A couple days before my team left China, GOD spoke me directly about the issue. Because these people felt like I was one of the locals, they felt more comfortable staying around me than my squad-mates. I was the comfort-zone between them and my squad. Nothing changed. I still couldn’t speak the local language. I’m not a local. But one thing was different. I’m Korean. I’m an Asian like they are.
“There is a person who looks like one of us.” This small fact made big difference. It offered the locals a comfort-zone. It made it easier for them to approach us. This is what I heard from the local.
When I heard that local staff liked me and feel more comfortable working with me than they others and appreciate what I do, I thought they were just courteous comments. But the very last day of my work, the main member of staff I worked with came over me and spoke to me, in her broken English she said: “how appreciative she was” and that “she wants to see me again”. It challenged me about my attitude while I stayed in Asia for four months. She can barely speak English. I barely know any Chinese words. So, that was our first conversation.
As a Korean/an Asian, I’m different to most of my squad-mates. I can see what they can’t see. I can approach where they are NOT allowed. And I can give new opportunities through my differentiations. Actually, all of my squad-mates already knew this and encouraged me. I’m the one refused to recognize them, and struggled with nothing.
This is what FUSION is for! Not only for Racers, but also for the local people who we serve with and where we serve. GOD designed FUSION!

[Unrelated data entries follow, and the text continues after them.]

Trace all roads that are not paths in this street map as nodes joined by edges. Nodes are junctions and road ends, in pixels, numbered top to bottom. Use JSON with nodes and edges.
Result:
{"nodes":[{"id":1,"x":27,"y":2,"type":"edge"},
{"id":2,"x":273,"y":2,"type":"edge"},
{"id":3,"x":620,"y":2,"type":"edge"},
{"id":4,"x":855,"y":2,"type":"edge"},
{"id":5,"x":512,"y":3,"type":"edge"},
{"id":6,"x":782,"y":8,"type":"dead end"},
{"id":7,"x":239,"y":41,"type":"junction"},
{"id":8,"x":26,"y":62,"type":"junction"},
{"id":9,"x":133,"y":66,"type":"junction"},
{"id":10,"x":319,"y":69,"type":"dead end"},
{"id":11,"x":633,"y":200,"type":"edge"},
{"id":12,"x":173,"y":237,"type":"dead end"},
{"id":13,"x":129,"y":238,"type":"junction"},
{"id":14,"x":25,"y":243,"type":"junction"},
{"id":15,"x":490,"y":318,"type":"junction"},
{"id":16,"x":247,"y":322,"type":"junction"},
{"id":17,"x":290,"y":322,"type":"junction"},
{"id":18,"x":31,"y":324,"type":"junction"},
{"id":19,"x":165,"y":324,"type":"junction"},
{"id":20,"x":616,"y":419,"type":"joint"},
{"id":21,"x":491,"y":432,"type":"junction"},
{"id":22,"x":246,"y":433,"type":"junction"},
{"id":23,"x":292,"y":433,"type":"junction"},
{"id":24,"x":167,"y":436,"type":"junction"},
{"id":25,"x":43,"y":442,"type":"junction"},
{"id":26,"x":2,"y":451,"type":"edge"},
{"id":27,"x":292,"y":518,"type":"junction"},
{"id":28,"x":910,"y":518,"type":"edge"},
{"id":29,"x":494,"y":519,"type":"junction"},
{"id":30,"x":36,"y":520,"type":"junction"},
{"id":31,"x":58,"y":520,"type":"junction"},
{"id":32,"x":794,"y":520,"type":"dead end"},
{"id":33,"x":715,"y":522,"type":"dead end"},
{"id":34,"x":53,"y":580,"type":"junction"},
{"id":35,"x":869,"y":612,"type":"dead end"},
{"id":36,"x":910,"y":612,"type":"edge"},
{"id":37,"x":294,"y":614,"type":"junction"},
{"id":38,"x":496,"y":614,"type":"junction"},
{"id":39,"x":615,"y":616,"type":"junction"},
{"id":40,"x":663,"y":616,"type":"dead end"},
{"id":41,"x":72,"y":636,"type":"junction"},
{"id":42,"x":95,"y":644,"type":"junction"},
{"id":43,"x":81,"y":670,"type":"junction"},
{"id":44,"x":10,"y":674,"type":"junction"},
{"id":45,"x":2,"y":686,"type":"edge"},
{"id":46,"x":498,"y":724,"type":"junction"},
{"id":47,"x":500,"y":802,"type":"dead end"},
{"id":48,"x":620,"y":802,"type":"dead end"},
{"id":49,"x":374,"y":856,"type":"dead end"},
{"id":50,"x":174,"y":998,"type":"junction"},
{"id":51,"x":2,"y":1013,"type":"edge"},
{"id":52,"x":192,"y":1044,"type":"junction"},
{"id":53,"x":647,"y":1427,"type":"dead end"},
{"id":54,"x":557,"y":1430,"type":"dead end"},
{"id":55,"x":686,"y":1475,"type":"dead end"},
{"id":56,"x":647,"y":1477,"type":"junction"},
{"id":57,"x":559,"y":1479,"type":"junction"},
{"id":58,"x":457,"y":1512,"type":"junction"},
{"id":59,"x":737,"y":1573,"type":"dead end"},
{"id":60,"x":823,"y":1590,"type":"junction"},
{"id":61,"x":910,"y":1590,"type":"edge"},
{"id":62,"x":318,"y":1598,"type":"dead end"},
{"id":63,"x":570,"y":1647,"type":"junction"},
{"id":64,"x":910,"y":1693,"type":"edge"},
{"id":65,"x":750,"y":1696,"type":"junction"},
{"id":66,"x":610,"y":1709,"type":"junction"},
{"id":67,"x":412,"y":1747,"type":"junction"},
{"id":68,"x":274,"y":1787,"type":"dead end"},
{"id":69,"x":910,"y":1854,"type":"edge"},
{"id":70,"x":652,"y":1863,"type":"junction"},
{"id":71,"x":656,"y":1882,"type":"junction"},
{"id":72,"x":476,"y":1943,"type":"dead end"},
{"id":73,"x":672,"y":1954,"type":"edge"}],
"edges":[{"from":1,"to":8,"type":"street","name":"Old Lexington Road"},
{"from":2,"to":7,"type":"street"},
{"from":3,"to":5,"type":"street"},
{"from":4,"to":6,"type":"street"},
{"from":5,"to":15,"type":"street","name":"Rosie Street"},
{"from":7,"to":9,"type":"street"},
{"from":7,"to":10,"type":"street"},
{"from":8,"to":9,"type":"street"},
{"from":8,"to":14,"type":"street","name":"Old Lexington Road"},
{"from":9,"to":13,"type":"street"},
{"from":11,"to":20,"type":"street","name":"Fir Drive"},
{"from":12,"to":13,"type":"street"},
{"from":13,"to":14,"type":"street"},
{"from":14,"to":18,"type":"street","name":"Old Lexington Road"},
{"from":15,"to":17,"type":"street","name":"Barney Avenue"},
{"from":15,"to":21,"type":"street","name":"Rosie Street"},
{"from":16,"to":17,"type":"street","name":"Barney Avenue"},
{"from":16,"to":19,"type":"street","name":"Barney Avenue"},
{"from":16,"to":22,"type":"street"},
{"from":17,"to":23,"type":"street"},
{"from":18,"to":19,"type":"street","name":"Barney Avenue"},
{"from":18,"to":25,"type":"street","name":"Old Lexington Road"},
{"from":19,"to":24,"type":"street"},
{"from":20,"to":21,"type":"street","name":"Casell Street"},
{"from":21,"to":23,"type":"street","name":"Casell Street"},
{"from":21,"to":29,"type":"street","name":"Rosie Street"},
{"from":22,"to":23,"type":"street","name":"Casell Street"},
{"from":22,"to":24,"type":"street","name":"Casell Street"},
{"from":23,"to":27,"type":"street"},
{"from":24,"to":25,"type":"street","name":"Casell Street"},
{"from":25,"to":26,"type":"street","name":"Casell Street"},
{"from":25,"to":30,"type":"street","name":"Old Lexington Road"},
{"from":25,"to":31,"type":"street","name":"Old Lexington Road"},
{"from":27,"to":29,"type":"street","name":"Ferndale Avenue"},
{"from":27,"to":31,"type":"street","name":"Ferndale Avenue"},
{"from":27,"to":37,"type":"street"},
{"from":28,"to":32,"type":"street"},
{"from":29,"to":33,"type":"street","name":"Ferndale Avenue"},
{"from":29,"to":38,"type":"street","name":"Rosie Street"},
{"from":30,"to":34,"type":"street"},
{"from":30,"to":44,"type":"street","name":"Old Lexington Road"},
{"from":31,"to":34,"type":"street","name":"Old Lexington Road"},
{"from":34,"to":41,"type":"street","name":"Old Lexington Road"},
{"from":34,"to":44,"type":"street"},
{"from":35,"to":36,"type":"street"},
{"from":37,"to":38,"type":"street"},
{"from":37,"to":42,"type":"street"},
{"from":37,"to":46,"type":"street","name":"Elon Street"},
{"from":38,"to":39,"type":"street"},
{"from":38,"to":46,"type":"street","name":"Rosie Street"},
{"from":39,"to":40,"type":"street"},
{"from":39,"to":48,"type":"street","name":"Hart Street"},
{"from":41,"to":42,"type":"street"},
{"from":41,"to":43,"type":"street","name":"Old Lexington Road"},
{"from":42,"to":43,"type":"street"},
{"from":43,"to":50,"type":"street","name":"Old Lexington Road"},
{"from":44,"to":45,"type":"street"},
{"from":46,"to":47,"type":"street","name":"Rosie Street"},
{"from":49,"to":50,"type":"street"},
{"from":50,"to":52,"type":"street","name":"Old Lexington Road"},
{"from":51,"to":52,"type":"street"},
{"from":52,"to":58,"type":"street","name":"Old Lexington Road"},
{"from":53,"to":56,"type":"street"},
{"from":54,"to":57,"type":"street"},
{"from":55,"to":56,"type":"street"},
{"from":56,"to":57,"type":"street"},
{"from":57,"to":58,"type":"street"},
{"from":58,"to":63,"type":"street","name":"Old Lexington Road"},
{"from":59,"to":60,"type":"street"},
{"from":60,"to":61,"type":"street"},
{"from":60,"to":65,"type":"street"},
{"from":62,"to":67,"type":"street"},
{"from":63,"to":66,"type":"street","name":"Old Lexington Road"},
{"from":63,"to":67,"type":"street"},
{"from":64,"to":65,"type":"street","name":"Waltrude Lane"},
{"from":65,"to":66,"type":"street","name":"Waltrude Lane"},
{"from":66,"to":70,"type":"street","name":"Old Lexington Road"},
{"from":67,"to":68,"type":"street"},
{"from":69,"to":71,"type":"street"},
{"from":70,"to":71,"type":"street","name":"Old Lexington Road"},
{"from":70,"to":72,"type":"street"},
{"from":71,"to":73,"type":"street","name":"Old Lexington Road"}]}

At the moment, when I realized, I felt so sorry for both myself and people and places I have served. If I noticed it sooner, it could have been better for them and me. At the same time, I was very, very thankful to my GOD. He taught me something I almost missed. I was too stubborn to go out of my box and leave my comfort zone.
My dear, the very first African (from Swaziland), team/squad-mate on the World Race is in same situation.
We are currently in Lesotho and the locals here think that he is from Lesotho and speaks to him in their local language SoSowto. Now, I can share these frustrations with someone in the shoes as me. I can see How GOD uses him as the African’s comfort zone.
*This post is edited by my Amazing Squad-mates ; the Brit Beth and Maggie.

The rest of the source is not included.